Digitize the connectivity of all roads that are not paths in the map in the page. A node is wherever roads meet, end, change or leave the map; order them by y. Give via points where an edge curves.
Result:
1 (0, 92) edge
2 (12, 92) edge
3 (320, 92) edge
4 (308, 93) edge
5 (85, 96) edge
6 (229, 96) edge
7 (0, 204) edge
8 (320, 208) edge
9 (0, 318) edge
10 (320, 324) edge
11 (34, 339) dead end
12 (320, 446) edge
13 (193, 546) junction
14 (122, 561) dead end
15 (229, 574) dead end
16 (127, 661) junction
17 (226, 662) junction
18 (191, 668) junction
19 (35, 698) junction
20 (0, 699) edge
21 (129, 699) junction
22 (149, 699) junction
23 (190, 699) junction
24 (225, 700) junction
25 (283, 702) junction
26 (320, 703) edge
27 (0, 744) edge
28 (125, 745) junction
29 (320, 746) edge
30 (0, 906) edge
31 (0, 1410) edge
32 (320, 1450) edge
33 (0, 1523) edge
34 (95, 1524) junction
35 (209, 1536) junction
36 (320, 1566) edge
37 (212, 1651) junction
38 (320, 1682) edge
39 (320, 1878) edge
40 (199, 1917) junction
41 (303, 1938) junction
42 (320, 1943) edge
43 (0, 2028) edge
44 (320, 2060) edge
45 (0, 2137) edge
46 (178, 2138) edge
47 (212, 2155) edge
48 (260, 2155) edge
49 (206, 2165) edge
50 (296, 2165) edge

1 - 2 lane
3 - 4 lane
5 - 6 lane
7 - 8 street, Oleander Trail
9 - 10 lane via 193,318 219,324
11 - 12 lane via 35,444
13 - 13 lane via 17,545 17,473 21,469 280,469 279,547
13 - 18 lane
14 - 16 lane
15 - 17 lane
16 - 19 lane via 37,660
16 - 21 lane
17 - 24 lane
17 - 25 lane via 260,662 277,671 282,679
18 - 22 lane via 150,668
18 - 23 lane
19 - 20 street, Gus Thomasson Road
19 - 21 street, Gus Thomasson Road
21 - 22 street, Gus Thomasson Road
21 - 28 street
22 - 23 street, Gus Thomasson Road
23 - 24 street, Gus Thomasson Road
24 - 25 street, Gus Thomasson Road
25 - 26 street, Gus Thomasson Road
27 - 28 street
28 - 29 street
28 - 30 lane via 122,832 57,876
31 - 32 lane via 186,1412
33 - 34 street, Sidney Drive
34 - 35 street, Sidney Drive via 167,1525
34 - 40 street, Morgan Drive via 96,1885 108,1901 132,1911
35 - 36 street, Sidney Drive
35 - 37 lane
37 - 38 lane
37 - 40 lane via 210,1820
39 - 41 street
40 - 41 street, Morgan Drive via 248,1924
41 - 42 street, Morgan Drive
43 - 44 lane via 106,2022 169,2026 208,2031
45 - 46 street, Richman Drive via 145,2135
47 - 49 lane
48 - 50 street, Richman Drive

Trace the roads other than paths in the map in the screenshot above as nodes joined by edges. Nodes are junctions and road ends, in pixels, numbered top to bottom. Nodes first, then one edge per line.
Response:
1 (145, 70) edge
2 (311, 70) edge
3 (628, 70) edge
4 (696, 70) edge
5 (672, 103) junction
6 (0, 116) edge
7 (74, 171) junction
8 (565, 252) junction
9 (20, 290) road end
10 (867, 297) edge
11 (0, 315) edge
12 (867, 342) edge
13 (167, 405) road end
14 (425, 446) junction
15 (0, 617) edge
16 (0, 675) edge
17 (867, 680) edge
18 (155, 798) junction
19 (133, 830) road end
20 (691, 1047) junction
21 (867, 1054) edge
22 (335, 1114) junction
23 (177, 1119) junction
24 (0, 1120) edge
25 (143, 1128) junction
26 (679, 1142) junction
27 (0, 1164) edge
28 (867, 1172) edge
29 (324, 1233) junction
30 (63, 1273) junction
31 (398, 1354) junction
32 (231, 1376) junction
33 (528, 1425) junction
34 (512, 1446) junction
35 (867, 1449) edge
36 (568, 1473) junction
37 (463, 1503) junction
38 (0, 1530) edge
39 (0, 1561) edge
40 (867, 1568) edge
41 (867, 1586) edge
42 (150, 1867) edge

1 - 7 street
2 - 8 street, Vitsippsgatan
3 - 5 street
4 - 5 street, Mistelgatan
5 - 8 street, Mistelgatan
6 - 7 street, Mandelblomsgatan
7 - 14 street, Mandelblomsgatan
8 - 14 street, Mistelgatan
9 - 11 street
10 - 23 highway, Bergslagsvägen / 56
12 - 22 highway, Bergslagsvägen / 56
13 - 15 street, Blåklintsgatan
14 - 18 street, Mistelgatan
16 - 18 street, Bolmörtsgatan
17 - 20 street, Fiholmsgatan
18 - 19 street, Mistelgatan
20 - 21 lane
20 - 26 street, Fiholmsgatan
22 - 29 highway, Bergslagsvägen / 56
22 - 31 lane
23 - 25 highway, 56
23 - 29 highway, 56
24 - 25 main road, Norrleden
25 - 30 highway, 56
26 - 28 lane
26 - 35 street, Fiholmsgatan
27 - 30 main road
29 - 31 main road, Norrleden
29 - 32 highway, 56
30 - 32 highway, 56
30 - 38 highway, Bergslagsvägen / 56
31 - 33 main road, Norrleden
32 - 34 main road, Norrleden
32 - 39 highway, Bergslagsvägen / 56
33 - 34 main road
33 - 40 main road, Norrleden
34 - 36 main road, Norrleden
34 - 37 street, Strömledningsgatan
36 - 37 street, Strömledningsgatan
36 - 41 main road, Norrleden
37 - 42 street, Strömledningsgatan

· · · · · · ·

• [What is being asked]: Could you copy out every record above exactly as it appears?

• [Answer box]:
Digitize the connectivity of all roads that are not paths in the map in the page. A node is wherever roads meet, end, change or leave the map; order them by y. Give via points where an edge curves.
Result:
1 (0, 92) edge
2 (12, 92) edge
3 (320, 92) edge
4 (308, 93) edge
5 (85, 96) edge
6 (229, 96) edge
7 (0, 204) edge
8 (320, 208) edge
9 (0, 318) edge
10 (320, 324) edge
11 (34, 339) dead end
12 (320, 446) edge
13 (193, 546) junction
14 (122, 561) dead end
15 (229, 574) dead end
16 (127, 661) junction
17 (226, 662) junction
18 (191, 668) junction
19 (35, 698) junction
20 (0, 699) edge
21 (129, 699) junction
22 (149, 699) junction
23 (190, 699) junction
24 (225, 700) junction
25 (283, 702) junction
26 (320, 703) edge
27 (0, 744) edge
28 (125, 745) junction
29 (320, 746) edge
30 (0, 906) edge
31 (0, 1410) edge
32 (320, 1450) edge
33 (0, 1523) edge
34 (95, 1524) junction
35 (209, 1536) junction
36 (320, 1566) edge
37 (212, 1651) junction
38 (320, 1682) edge
39 (320, 1878) edge
40 (199, 1917) junction
41 (303, 1938) junction
42 (320, 1943) edge
43 (0, 2028) edge
44 (320, 2060) edge
45 (0, 2137) edge
46 (178, 2138) edge
47 (212, 2155) edge
48 (260, 2155) edge
49 (206, 2165) edge
50 (296, 2165) edge

1 - 2 lane
3 - 4 lane
5 - 6 lane
7 - 8 street, Oleander Trail
9 - 10 lane via 193,318 219,324
11 - 12 lane via 35,444
13 - 13 lane via 17,545 17,473 21,469 280,469 279,547
13 - 18 lane
14 - 16 lane
15 - 17 lane
16 - 19 lane via 37,660
16 - 21 lane
17 - 24 lane
17 - 25 lane via 260,662 277,671 282,679
18 - 22 lane via 150,668
18 - 23 lane
19 - 20 street, Gus Thomasson Road
19 - 21 street, Gus Thomasson Road
21 - 22 street, Gus Thomasson Road
21 - 28 street
22 - 23 street, Gus Thomasson Road
23 - 24 street, Gus Thomasson Road
24 - 25 street, Gus Thomasson Road
25 - 26 street, Gus Thomasson Road
27 - 28 street
28 - 29 street
28 - 30 lane via 122,832 57,876
31 - 32 lane via 186,1412
33 - 34 street, Sidney Drive
34 - 35 street, Sidney Drive via 167,1525
34 - 40 street, Morgan Drive via 96,1885 108,1901 132,1911
35 - 36 street, Sidney Drive
35 - 37 lane
37 - 38 lane
37 - 40 lane via 210,1820
39 - 41 street
40 - 41 street, Morgan Drive via 248,1924
41 - 42 street, Morgan Drive
43 - 44 lane via 106,2022 169,2026 208,2031
45 - 46 street, Richman Drive via 145,2135
47 - 49 lane
48 - 50 street, Richman Drive

Trace the roads other than paths in the map in the screenshot above as nodes joined by edges. Nodes are junctions and road ends, in pixels, numbered top to bottom. Nodes first, then one edge per line.
Response:
1 (145, 70) edge
2 (311, 70) edge
3 (628, 70) edge
4 (696, 70) edge
5 (672, 103) junction
6 (0, 116) edge
7 (74, 171) junction
8 (565, 252) junction
9 (20, 290) road end
10 (867, 297) edge
11 (0, 315) edge
12 (867, 342) edge
13 (167, 405) road end
14 (425, 446) junction
15 (0, 617) edge
16 (0, 675) edge
17 (867, 680) edge
18 (155, 798) junction
19 (133, 830) road end
20 (691, 1047) junction
21 (867, 1054) edge
22 (335, 1114) junction
23 (177, 1119) junction
24 (0, 1120) edge
25 (143, 1128) junction
26 (679, 1142) junction
27 (0, 1164) edge
28 (867, 1172) edge
29 (324, 1233) junction
30 (63, 1273) junction
31 (398, 1354) junction
32 (231, 1376) junction
33 (528, 1425) junction
34 (512, 1446) junction
35 (867, 1449) edge
36 (568, 1473) junction
37 (463, 1503) junction
38 (0, 1530) edge
39 (0, 1561) edge
40 (867, 1568) edge
41 (867, 1586) edge
42 (150, 1867) edge

1 - 7 street
2 - 8 street, Vitsippsgatan
3 - 5 street
4 - 5 street, Mistelgatan
5 - 8 street, Mistelgatan
6 - 7 street, Mandelblomsgatan
7 - 14 street, Mandelblomsgatan
8 - 14 street, Mistelgatan
9 - 11 street
10 - 23 highway, Bergslagsvägen / 56
12 - 22 highway, Bergslagsvägen / 56
13 - 15 street, Blåklintsgatan
14 - 18 street, Mistelgatan
16 - 18 street, Bolmörtsgatan
17 - 20 street, Fiholmsgatan
18 - 19 street, Mistelgatan
20 - 21 lane
20 - 26 street, Fiholmsgatan
22 - 29 highway, Bergslagsvägen / 56
22 - 31 lane
23 - 25 highway, 56
23 - 29 highway, 56
24 - 25 main road, Norrleden
25 - 30 highway, 56
26 - 28 lane
26 - 35 street, Fiholmsgatan
27 - 30 main road
29 - 31 main road, Norrleden
29 - 32 highway, 56
30 - 32 highway, 56
30 - 38 highway, Bergslagsvägen / 56
31 - 33 main road, Norrleden
32 - 34 main road, Norrleden
32 - 39 highway, Bergslagsvägen / 56
33 - 34 main road
33 - 40 main road, Norrleden
34 - 36 main road, Norrleden
34 - 37 street, Strömledningsgatan
36 - 37 street, Strömledningsgatan
36 - 41 main road, Norrleden
37 - 42 street, Strömledningsgatan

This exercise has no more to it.